TASK TO CARRY OUT: Restate the material verbatim, every line included.

----------------------------------------

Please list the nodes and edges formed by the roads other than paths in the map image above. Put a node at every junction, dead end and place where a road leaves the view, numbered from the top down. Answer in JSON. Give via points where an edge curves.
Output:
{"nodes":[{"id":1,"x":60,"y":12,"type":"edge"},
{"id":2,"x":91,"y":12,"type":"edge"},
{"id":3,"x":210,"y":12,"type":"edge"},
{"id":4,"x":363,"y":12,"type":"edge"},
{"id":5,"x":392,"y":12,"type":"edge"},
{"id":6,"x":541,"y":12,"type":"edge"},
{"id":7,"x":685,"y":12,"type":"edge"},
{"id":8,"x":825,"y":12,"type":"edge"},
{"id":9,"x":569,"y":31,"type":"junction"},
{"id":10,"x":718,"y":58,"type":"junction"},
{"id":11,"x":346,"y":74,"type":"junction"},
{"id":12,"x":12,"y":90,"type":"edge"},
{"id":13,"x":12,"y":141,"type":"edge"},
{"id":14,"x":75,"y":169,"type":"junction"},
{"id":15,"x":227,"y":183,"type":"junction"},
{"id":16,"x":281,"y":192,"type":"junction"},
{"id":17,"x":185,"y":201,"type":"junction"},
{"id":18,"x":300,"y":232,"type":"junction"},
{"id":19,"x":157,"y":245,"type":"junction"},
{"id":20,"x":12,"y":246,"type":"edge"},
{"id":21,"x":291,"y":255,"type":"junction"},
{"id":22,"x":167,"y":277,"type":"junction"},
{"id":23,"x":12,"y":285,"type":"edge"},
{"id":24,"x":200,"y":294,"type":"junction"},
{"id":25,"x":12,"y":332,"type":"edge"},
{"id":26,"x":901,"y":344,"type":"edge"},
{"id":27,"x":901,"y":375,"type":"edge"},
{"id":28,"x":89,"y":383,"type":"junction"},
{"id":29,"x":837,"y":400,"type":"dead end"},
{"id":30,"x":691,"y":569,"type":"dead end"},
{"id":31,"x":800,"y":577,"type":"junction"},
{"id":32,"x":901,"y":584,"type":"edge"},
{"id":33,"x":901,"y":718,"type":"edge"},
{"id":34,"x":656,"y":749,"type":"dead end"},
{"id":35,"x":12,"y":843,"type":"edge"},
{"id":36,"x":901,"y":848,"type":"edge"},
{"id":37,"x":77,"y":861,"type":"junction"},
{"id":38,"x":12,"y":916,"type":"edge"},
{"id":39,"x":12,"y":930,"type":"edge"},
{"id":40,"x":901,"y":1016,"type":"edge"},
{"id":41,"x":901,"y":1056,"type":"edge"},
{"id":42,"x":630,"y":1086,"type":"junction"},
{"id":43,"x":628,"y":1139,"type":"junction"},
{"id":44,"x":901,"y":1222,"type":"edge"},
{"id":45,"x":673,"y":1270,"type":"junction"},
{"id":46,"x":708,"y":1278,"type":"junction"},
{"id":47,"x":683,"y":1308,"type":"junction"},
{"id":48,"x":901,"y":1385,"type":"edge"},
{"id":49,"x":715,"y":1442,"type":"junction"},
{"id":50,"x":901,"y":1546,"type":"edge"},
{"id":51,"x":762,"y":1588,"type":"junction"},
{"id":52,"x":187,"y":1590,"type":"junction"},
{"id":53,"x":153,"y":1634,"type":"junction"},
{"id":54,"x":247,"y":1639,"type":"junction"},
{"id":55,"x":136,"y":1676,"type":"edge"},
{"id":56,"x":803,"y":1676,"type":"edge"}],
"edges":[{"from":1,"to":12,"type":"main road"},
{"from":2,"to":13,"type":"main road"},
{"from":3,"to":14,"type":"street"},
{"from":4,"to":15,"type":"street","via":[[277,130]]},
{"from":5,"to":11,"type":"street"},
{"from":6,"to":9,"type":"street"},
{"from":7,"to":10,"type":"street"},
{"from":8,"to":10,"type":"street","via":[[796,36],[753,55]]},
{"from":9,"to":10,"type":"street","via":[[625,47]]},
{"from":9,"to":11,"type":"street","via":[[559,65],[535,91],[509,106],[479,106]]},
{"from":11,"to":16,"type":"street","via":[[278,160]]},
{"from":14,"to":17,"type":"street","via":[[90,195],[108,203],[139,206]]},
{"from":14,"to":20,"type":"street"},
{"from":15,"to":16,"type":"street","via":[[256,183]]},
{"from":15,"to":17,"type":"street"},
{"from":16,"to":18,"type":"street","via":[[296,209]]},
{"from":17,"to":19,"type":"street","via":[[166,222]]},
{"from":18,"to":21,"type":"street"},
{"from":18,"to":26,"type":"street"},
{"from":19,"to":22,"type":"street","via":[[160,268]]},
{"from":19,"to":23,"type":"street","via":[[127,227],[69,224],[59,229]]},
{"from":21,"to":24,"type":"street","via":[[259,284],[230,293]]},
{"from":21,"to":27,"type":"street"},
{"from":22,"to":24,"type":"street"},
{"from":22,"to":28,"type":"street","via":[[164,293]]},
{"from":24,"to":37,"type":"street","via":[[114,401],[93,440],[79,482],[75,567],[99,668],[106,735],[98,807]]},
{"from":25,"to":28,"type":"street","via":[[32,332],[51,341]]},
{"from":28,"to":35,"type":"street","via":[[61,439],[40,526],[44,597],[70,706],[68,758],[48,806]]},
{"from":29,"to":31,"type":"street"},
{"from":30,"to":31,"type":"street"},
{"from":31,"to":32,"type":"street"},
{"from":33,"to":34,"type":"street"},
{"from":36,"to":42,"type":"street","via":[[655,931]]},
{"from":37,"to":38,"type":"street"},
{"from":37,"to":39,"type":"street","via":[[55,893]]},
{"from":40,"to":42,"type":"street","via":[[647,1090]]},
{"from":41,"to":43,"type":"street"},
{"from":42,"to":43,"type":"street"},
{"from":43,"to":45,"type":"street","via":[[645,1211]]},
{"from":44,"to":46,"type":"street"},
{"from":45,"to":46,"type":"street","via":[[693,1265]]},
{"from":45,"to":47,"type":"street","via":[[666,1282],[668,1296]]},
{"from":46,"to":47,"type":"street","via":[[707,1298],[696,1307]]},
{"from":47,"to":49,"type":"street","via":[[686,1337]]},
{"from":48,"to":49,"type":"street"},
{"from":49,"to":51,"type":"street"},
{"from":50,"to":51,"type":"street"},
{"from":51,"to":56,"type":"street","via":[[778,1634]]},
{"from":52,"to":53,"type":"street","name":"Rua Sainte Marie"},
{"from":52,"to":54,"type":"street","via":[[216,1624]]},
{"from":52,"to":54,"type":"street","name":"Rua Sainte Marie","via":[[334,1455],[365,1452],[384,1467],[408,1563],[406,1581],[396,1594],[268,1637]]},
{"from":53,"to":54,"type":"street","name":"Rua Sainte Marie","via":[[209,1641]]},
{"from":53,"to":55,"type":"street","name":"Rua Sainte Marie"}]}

----------------------------------------

ANSWER TO THE PROBLEM:
Please list the nodes and edges formed by the roads other than paths in the map image above. Put a node at every junction, dead end and place where a road leaves the view, numbered from the top down. Answer in JSON. Give via points where an edge curves.
Output:
{"nodes":[{"id":1,"x":60,"y":12,"type":"edge"},
{"id":2,"x":91,"y":12,"type":"edge"},
{"id":3,"x":210,"y":12,"type":"edge"},
{"id":4,"x":363,"y":12,"type":"edge"},
{"id":5,"x":392,"y":12,"type":"edge"},
{"id":6,"x":541,"y":12,"type":"edge"},
{"id":7,"x":685,"y":12,"type":"edge"},
{"id":8,"x":825,"y":12,"type":"edge"},
{"id":9,"x":569,"y":31,"type":"junction"},
{"id":10,"x":718,"y":58,"type":"junction"},
{"id":11,"x":346,"y":74,"type":"junction"},
{"id":12,"x":12,"y":90,"type":"edge"},
{"id":13,"x":12,"y":141,"type":"edge"},
{"id":14,"x":75,"y":169,"type":"junction"},
{"id":15,"x":227,"y":183,"type":"junction"},
{"id":16,"x":281,"y":192,"type":"junction"},
{"id":17,"x":185,"y":201,"type":"junction"},
{"id":18,"x":300,"y":232,"type":"junction"},
{"id":19,"x":157,"y":245,"type":"junction"},
{"id":20,"x":12,"y":246,"type":"edge"},
{"id":21,"x":291,"y":255,"type":"junction"},
{"id":22,"x":167,"y":277,"type":"junction"},
{"id":23,"x":12,"y":285,"type":"edge"},
{"id":24,"x":200,"y":294,"type":"junction"},
{"id":25,"x":12,"y":332,"type":"edge"},
{"id":26,"x":901,"y":344,"type":"edge"},
{"id":27,"x":901,"y":375,"type":"edge"},
{"id":28,"x":89,"y":383,"type":"junction"},
{"id":29,"x":837,"y":400,"type":"dead end"},
{"id":30,"x":691,"y":569,"type":"dead end"},
{"id":31,"x":800,"y":577,"type":"junction"},
{"id":32,"x":901,"y":584,"type":"edge"},
{"id":33,"x":901,"y":718,"type":"edge"},
{"id":34,"x":656,"y":749,"type":"dead end"},
{"id":35,"x":12,"y":843,"type":"edge"},
{"id":36,"x":901,"y":848,"type":"edge"},
{"id":37,"x":77,"y":861,"type":"junction"},
{"id":38,"x":12,"y":916,"type":"edge"},
{"id":39,"x":12,"y":930,"type":"edge"},
{"id":40,"x":901,"y":1016,"type":"edge"},
{"id":41,"x":901,"y":1056,"type":"edge"},
{"id":42,"x":630,"y":1086,"type":"junction"},
{"id":43,"x":628,"y":1139,"type":"junction"},
{"id":44,"x":901,"y":1222,"type":"edge"},
{"id":45,"x":673,"y":1270,"type":"junction"},
{"id":46,"x":708,"y":1278,"type":"junction"},
{"id":47,"x":683,"y":1308,"type":"junction"},
{"id":48,"x":901,"y":1385,"type":"edge"},
{"id":49,"x":715,"y":1442,"type":"junction"},
{"id":50,"x":901,"y":1546,"type":"edge"},
{"id":51,"x":762,"y":1588,"type":"junction"},
{"id":52,"x":187,"y":1590,"type":"junction"},
{"id":53,"x":153,"y":1634,"type":"junction"},
{"id":54,"x":247,"y":1639,"type":"junction"},
{"id":55,"x":136,"y":1676,"type":"edge"},
{"id":56,"x":803,"y":1676,"type":"edge"}],
"edges":[{"from":1,"to":12,"type":"main road"},
{"from":2,"to":13,"type":"main road"},
{"from":3,"to":14,"type":"street"},
{"from":4,"to":15,"type":"street","via":[[277,130]]},
{"from":5,"to":11,"type":"street"},
{"from":6,"to":9,"type":"street"},
{"from":7,"to":10,"type":"street"},
{"from":8,"to":10,"type":"street","via":[[796,36],[753,55]]},
{"from":9,"to":10,"type":"street","via":[[625,47]]},
{"from":9,"to":11,"type":"street","via":[[559,65],[535,91],[509,106],[479,106]]},
{"from":11,"to":16,"type":"street","via":[[278,160]]},
{"from":14,"to":17,"type":"street","via":[[90,195],[108,203],[139,206]]},
{"from":14,"to":20,"type":"street"},
{"from":15,"to":16,"type":"street","via":[[256,183]]},
{"from":15,"to":17,"type":"street"},
{"from":16,"to":18,"type":"street","via":[[296,209]]},
{"from":17,"to":19,"type":"street","via":[[166,222]]},
{"from":18,"to":21,"type":"street"},
{"from":18,"to":26,"type":"street"},
{"from":19,"to":22,"type":"street","via":[[160,268]]},
{"from":19,"to":23,"type":"street","via":[[127,227],[69,224],[59,229]]},
{"from":21,"to":24,"type":"street","via":[[259,284],[230,293]]},
{"from":21,"to":27,"type":"street"},
{"from":22,"to":24,"type":"street"},
{"from":22,"to":28,"type":"street","via":[[164,293]]},
{"from":24,"to":37,"type":"street","via":[[114,401],[93,440],[79,482],[75,567],[99,668],[106,735],[98,807]]},
{"from":25,"to":28,"type":"street","via":[[32,332],[51,341]]},
{"from":28,"to":35,"type":"street","via":[[61,439],[40,526],[44,597],[70,706],[68,758],[48,806]]},
{"from":29,"to":31,"type":"street"},
{"from":30,"to":31,"type":"street"},
{"from":31,"to":32,"type":"street"},
{"from":33,"to":34,"type":"street"},
{"from":36,"to":42,"type":"street","via":[[655,931]]},
{"from":37,"to":38,"type":"street"},
{"from":37,"to":39,"type":"street","via":[[55,893]]},
{"from":40,"to":42,"type":"street","via":[[647,1090]]},
{"from":41,"to":43,"type":"street"},
{"from":42,"to":43,"type":"street"},
{"from":43,"to":45,"type":"street","via":[[645,1211]]},
{"from":44,"to":46,"type":"street"},
{"from":45,"to":46,"type":"street","via":[[693,1265]]},
{"from":45,"to":47,"type":"street","via":[[666,1282],[668,1296]]},
{"from":46,"to":47,"type":"street","via":[[707,1298],[696,1307]]},
{"from":47,"to":49,"type":"street","via":[[686,1337]]},
{"from":48,"to":49,"type":"street"},
{"from":49,"to":51,"type":"street"},
{"from":50,"to":51,"type":"street"},
{"from":51,"to":56,"type":"street","via":[[778,1634]]},
{"from":52,"to":53,"type":"street","name":"Rua Sainte Marie"},
{"from":52,"to":54,"type":"street","via":[[216,1624]]},
{"from":52,"to":54,"type":"street","name":"Rua Sainte Marie","via":[[334,1455],[365,1452],[384,1467],[408,1563],[406,1581],[396,1594],[268,1637]]},
{"from":53,"to":54,"type":"street","name":"Rua Sainte Marie","via":[[209,1641]]},
{"from":53,"to":55,"type":"street","name":"Rua Sainte Marie"}]}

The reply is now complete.